Guided by this information, Chadwick and McGlynn looked for independent evidence to support the possibility of direct interspecies electron transfer. Cultured bacteria, such as those from the genus Geobacter, are model organisms for the direct electron transfer process. These bacteria use large proteins, called multi-heme cytochromes, on their outer surface that act as conductive "wires" for the transport of electrons.
Using genome analysis--along with transmission electron microscopy and a stain that reacts with these multi-heme cytochromes--the researchers showed that these conductive proteins were also present on the outer surface of the archaea they were studying. And that finding, Orphan says, can explain why the spatial arrangement of the syntrophic partners does not seem to affect their relationship or activity.

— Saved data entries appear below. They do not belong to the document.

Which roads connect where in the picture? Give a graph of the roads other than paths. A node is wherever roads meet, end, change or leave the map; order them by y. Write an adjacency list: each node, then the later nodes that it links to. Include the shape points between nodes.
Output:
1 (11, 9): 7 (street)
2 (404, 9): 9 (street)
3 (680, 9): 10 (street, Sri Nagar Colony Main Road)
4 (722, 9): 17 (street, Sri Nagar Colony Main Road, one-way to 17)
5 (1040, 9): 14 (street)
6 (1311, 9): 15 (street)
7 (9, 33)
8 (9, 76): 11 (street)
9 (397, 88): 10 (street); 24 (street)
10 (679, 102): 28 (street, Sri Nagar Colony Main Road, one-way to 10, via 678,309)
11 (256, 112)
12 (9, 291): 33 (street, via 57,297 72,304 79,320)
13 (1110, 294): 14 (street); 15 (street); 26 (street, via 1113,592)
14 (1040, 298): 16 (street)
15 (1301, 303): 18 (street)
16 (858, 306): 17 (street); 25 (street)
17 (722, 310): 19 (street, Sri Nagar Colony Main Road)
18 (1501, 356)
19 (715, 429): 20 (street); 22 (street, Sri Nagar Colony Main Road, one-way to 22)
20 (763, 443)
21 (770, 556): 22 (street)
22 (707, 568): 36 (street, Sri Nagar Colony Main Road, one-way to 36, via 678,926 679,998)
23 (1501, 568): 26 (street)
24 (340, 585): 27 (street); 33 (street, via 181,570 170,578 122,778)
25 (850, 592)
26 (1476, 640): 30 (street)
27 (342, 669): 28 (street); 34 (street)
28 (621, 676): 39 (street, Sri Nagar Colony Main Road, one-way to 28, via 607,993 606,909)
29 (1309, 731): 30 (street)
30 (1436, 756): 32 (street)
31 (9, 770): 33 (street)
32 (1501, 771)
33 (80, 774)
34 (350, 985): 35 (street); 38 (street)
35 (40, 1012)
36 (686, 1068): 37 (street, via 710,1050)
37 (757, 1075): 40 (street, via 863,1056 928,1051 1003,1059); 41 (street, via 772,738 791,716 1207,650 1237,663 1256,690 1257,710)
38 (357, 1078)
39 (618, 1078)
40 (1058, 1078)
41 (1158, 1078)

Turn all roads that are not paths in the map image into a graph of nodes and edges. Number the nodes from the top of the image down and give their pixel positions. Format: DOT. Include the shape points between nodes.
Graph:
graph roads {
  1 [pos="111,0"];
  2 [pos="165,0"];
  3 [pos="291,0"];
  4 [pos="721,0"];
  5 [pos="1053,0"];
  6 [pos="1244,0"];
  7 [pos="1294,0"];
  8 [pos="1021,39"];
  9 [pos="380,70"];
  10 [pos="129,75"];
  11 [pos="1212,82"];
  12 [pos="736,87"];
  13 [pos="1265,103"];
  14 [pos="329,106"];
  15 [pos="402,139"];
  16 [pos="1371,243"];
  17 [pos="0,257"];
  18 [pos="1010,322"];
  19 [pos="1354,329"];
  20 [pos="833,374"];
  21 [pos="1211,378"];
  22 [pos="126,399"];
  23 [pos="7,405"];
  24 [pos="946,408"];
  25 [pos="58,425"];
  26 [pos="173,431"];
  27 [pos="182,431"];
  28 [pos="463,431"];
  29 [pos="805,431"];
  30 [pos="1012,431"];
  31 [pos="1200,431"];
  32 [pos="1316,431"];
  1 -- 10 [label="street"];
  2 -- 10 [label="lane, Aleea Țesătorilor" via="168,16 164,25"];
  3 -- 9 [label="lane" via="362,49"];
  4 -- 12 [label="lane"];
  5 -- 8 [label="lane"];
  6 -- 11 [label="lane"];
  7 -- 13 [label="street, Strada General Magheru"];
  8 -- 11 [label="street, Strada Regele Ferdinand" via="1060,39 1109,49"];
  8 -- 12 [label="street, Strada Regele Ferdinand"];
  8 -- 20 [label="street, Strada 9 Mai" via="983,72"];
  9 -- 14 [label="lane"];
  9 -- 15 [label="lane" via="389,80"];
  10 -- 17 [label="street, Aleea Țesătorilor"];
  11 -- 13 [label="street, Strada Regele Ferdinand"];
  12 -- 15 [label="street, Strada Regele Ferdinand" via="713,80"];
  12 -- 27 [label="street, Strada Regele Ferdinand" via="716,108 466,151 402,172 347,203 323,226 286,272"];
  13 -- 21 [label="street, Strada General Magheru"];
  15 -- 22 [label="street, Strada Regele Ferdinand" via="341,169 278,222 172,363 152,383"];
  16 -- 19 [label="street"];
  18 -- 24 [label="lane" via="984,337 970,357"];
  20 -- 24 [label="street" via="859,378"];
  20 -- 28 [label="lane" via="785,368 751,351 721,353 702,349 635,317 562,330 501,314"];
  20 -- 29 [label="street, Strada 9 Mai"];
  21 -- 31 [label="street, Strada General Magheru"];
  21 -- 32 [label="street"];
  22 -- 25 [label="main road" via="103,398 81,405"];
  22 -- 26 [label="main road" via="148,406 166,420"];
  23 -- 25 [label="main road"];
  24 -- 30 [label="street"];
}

"It's really one of the first examples of direct interspecies electron transfer occurring between uncultured microorganisms in the environment. Our hunch is that this is going to be more common than is currently recognized," she says.
Orphan notes that the information they have learned about this relationship will help to expand how researchers think about interspecies microbial interactions in nature. In addition, the microscale stable isotope approach used in the current study can be used to evaluate interspecies electron transport and other forms of microbial symbiosis occurring in the environment.
These results were published in a paper titled, "Single cell activity reveals direct electron transfer in methanotrophic consortia." The work was funded by the Department of Energy Division of Biological and Environmental Research and the Gordon and Betty Moore Foundation Marine Microbiology Initiative.